[Start of section]
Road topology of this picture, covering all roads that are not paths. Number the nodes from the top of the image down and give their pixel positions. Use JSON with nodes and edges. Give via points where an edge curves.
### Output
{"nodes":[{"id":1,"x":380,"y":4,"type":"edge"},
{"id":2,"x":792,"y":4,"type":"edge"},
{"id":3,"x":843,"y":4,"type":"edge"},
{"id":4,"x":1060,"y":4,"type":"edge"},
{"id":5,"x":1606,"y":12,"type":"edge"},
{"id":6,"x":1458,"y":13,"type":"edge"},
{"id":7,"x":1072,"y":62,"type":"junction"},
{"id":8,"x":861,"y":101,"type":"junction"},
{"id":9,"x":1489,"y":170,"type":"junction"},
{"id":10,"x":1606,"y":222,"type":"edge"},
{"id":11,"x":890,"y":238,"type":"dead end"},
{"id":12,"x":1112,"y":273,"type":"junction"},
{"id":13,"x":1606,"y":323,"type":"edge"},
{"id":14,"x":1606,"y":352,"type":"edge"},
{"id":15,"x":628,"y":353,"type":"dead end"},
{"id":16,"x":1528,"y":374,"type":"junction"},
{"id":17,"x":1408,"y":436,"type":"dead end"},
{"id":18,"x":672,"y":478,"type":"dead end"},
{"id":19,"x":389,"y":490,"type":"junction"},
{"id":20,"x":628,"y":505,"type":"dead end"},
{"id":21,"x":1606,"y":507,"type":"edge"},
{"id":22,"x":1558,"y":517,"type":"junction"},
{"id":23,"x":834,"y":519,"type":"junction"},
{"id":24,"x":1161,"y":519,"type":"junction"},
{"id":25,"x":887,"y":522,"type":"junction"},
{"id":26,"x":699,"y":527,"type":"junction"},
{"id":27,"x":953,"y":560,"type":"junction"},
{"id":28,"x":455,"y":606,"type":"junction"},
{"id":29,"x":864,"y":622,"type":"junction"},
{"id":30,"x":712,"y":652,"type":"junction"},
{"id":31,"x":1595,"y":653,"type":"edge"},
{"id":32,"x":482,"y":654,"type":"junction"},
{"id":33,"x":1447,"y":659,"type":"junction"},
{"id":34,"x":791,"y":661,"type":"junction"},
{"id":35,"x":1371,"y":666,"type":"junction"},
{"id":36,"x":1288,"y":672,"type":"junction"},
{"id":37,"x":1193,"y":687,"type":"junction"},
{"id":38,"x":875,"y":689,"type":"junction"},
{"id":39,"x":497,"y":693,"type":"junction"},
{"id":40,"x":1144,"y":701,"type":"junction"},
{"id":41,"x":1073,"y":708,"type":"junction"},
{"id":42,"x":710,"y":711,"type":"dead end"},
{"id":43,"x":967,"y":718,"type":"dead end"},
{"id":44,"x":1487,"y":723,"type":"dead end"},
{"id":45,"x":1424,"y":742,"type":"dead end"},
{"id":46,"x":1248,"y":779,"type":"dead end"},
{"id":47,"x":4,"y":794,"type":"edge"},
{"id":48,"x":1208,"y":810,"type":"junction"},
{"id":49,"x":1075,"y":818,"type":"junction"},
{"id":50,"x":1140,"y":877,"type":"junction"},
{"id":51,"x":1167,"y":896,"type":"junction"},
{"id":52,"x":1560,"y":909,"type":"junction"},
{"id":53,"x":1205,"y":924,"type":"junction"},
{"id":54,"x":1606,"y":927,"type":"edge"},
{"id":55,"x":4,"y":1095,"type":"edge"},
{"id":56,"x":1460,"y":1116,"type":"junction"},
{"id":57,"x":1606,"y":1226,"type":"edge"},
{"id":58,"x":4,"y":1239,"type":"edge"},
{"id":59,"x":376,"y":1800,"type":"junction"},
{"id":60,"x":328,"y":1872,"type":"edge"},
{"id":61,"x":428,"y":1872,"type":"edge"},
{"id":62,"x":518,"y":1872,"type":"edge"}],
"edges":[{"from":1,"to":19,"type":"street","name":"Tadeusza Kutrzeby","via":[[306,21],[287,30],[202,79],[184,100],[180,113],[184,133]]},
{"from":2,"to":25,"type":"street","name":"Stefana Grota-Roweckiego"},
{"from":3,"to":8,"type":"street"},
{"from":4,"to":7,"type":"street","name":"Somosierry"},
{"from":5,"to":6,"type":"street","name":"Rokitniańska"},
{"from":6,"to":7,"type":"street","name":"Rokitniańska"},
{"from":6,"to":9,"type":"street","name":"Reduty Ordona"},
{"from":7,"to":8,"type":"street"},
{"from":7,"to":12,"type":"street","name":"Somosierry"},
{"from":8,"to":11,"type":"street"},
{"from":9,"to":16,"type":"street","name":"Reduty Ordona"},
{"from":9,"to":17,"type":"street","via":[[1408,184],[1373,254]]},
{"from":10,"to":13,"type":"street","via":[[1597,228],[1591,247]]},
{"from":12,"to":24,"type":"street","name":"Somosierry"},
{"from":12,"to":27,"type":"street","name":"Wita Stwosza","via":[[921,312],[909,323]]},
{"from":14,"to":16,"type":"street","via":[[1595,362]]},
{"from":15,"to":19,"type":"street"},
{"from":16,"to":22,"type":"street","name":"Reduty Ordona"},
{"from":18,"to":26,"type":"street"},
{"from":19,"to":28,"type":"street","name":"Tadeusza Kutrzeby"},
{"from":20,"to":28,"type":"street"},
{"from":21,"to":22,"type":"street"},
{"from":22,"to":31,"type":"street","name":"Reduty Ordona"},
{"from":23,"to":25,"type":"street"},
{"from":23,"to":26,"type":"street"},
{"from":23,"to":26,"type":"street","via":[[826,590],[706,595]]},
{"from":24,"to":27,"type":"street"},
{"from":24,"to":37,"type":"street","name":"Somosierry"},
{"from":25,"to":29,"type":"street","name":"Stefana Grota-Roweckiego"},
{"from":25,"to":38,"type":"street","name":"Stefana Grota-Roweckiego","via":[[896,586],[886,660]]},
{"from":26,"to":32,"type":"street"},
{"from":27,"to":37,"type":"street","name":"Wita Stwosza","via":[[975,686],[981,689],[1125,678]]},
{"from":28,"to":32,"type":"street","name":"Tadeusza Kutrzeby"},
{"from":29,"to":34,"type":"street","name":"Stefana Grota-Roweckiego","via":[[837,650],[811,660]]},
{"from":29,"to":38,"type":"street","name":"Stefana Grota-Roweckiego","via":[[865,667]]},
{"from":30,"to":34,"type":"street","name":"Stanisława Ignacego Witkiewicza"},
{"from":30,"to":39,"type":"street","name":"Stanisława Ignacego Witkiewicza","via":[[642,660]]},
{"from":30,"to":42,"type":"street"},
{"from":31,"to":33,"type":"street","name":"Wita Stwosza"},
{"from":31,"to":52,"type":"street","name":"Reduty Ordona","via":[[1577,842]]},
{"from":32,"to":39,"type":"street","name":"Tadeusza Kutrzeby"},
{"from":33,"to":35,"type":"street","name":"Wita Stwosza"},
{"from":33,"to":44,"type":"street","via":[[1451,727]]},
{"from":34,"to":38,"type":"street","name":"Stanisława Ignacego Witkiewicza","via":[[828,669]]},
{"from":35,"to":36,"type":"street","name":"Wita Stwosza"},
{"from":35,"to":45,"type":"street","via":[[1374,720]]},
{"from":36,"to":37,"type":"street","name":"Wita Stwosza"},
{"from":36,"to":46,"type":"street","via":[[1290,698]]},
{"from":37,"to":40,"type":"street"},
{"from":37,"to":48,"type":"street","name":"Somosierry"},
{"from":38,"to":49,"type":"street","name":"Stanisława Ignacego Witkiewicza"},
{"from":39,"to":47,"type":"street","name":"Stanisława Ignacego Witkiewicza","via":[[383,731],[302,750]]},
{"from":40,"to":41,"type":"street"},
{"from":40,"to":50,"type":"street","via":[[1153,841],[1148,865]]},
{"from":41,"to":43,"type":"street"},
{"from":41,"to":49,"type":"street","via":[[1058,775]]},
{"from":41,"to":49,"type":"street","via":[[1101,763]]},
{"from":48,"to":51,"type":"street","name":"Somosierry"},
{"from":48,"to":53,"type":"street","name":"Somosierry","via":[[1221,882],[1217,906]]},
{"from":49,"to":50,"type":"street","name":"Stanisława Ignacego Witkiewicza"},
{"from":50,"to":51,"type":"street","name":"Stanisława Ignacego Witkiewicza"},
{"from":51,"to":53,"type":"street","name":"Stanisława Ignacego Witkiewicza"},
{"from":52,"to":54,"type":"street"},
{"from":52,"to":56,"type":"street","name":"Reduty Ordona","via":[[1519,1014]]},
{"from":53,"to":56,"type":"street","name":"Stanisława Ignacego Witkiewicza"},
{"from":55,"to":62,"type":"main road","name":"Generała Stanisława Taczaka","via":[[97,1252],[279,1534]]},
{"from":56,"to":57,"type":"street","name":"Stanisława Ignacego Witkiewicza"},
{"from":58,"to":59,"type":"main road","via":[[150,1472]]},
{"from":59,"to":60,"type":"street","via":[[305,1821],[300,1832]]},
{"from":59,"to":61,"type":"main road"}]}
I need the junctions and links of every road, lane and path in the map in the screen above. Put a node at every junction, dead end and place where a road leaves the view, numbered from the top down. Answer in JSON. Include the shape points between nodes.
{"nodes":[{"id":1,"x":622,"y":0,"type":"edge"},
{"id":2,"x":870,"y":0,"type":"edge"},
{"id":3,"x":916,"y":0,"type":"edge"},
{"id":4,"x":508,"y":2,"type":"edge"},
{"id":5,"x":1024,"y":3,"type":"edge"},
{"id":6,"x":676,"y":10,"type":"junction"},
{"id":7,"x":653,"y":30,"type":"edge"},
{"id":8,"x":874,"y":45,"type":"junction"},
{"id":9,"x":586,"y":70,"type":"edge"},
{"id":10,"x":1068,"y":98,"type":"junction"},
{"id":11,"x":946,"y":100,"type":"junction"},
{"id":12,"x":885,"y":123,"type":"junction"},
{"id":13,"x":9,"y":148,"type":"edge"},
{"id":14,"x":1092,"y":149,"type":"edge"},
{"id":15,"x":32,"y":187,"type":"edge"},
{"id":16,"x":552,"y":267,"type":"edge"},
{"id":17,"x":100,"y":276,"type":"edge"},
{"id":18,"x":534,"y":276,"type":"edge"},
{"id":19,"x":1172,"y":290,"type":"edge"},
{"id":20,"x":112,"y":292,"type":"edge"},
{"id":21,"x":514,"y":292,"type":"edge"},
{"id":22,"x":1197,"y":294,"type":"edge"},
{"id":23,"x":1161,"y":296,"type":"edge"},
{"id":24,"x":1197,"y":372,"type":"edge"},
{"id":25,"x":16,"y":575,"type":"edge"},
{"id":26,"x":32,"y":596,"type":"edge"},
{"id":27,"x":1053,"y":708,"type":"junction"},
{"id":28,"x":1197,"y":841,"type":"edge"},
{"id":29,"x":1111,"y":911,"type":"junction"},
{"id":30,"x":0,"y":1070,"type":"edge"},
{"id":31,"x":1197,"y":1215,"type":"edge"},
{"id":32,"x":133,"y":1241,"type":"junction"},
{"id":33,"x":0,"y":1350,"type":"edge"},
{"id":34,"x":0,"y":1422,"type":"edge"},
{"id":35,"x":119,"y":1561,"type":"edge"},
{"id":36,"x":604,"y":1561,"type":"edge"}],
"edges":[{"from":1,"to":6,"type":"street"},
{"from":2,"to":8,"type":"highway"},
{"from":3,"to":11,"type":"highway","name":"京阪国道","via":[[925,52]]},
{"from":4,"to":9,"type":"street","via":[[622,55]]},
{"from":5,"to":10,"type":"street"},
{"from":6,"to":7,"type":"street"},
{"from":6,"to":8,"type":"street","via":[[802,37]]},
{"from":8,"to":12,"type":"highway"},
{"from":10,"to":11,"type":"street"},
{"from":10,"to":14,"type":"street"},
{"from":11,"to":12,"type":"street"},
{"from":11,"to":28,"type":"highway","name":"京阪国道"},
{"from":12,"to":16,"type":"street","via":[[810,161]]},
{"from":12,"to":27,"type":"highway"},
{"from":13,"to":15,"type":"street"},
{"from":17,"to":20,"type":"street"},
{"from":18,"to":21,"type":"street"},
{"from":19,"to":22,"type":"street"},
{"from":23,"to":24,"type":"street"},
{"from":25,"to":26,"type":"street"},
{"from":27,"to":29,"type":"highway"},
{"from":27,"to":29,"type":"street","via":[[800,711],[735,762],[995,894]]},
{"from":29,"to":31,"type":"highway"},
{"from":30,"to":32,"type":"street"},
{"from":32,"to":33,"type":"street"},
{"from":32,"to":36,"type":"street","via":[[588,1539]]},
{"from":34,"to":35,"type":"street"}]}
[End of section]
- Task prompt -
Total lines holding "Reduty" in the records: report this figure alone.

- Exercise response -
6